Task:
Your task is to extract the lines from the one holding "index mcp: (224, 173)" through the end of the material. Set them down exactly and add nothing.

:::

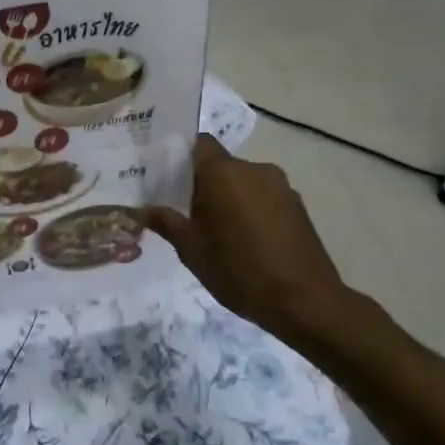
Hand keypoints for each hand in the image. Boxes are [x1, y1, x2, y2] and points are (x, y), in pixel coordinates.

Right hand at [138, 135, 356, 346]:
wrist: (304, 300)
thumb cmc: (238, 270)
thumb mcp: (192, 250)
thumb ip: (166, 223)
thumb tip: (141, 210)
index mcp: (224, 173)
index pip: (199, 143)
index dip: (182, 156)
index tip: (168, 178)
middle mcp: (255, 169)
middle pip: (221, 165)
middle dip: (203, 184)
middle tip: (187, 214)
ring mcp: (281, 186)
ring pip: (244, 182)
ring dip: (229, 198)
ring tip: (218, 233)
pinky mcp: (298, 206)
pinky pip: (264, 197)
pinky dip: (252, 210)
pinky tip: (248, 242)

:::

Worked solution:
index mcp: (224, 173)
index pip: (199, 143)
index dip: (182, 156)
index tip: (168, 178)
middle mcp: (255, 169)
middle pip: (221, 165)
middle dip: (203, 184)
middle tip: (187, 214)
ring mcp: (281, 186)
ring pip: (244, 182)
ring dip: (229, 198)
ring tip: (218, 233)
pinky mcp: (298, 206)
pinky pip: (264, 197)
pinky dip: (252, 210)
pinky tip: (248, 242)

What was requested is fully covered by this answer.